WORK TO COMPLETE: Looking at the data below, count the lines that contain the string "dead". Write only the total.

[[ GIVEN ENTRIES open ]]

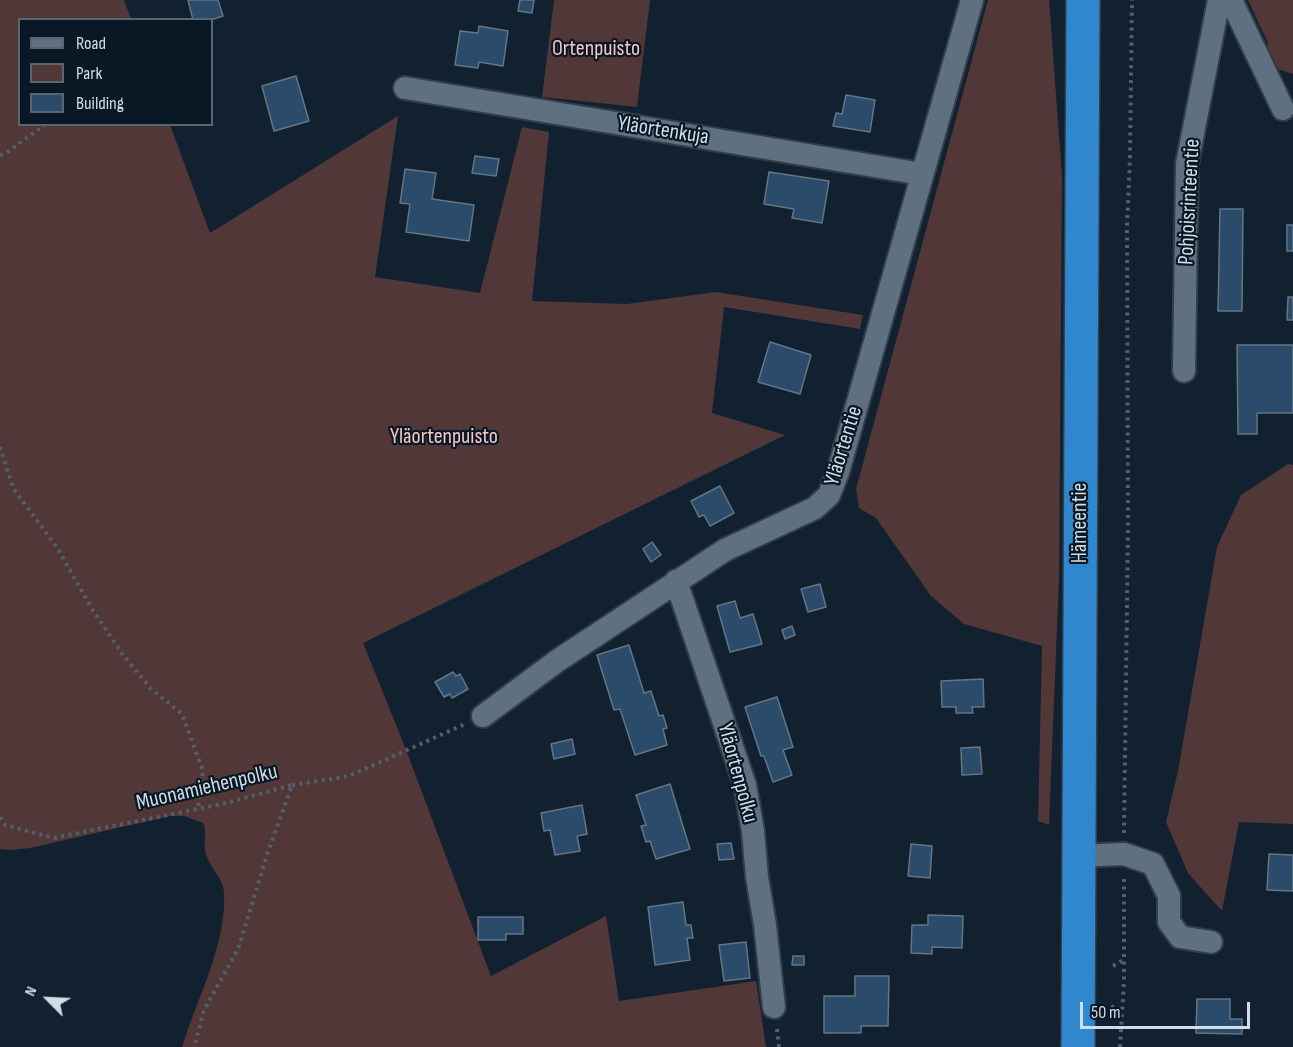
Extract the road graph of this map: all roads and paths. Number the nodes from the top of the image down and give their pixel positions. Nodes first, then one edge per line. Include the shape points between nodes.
1 (972, 0) edge
2 (1083, 0) edge
3 (1132, 0) edge
4 (1219, 0) edge
5 (1231, 0) edge
6 (405, 88) dead end
7 (1283, 109) dead end
8 (43, 126) edge
9 (0, 155) edge
10 (922, 174) junction
11 (1184, 371) dead end
12 (0, 447) edge
13 (676, 582) junction
14 (483, 717) joint
15 (292, 785) junction
16 (198, 809) junction
17 (0, 817) edge
18 (1124, 854) junction
19 (1078, 856) junction
20 (1211, 942) dead end
21 (1125, 959) junction
22 (1113, 966) dead end
23 (1111, 1006) dead end
24 (774, 1007) dead end
25 (1122, 1013) junction
26 (194, 1047) edge
27 (1078, 1047) edge
28 (1121, 1047) edge

1 - 10 street, Yläortentie
2 - 19 highway, Hämeentie
3 - 18 path
4 - 11 street, Pohjoisrinteentie via 1187,164
5 - 7 street
6 - 10 street, Yläortenkuja
8 - 9 path
10 - 13 street, Yläortentie via 829,495 815,508 725,550
12 - 16 path via 13,488 58,549 123,655 150,688 182,714 203,771
13 - 14 street, Yläortentie via 556,661
13 - 24 street, Yläortenpolku via 745,784
14 - 15 path via 349,776
15 - 16 path, Muonamiehenpolku
15 - 26 path, Muonamiehenpolku via 238,948 204,1010
16 - 17 path, Muonamiehenpolku via 54,838 5,825
18 - 19 street
18 - 20 street via 1153,864 1169,896 1169,922 1180,937
18 - 21 path
19 - 27 highway, Hämeentie
21 - 22 path
21 - 25 path
23 - 25 path
25 - 28 path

[[ GIVEN ENTRIES closed ]]

YOUR SOLUTION: 7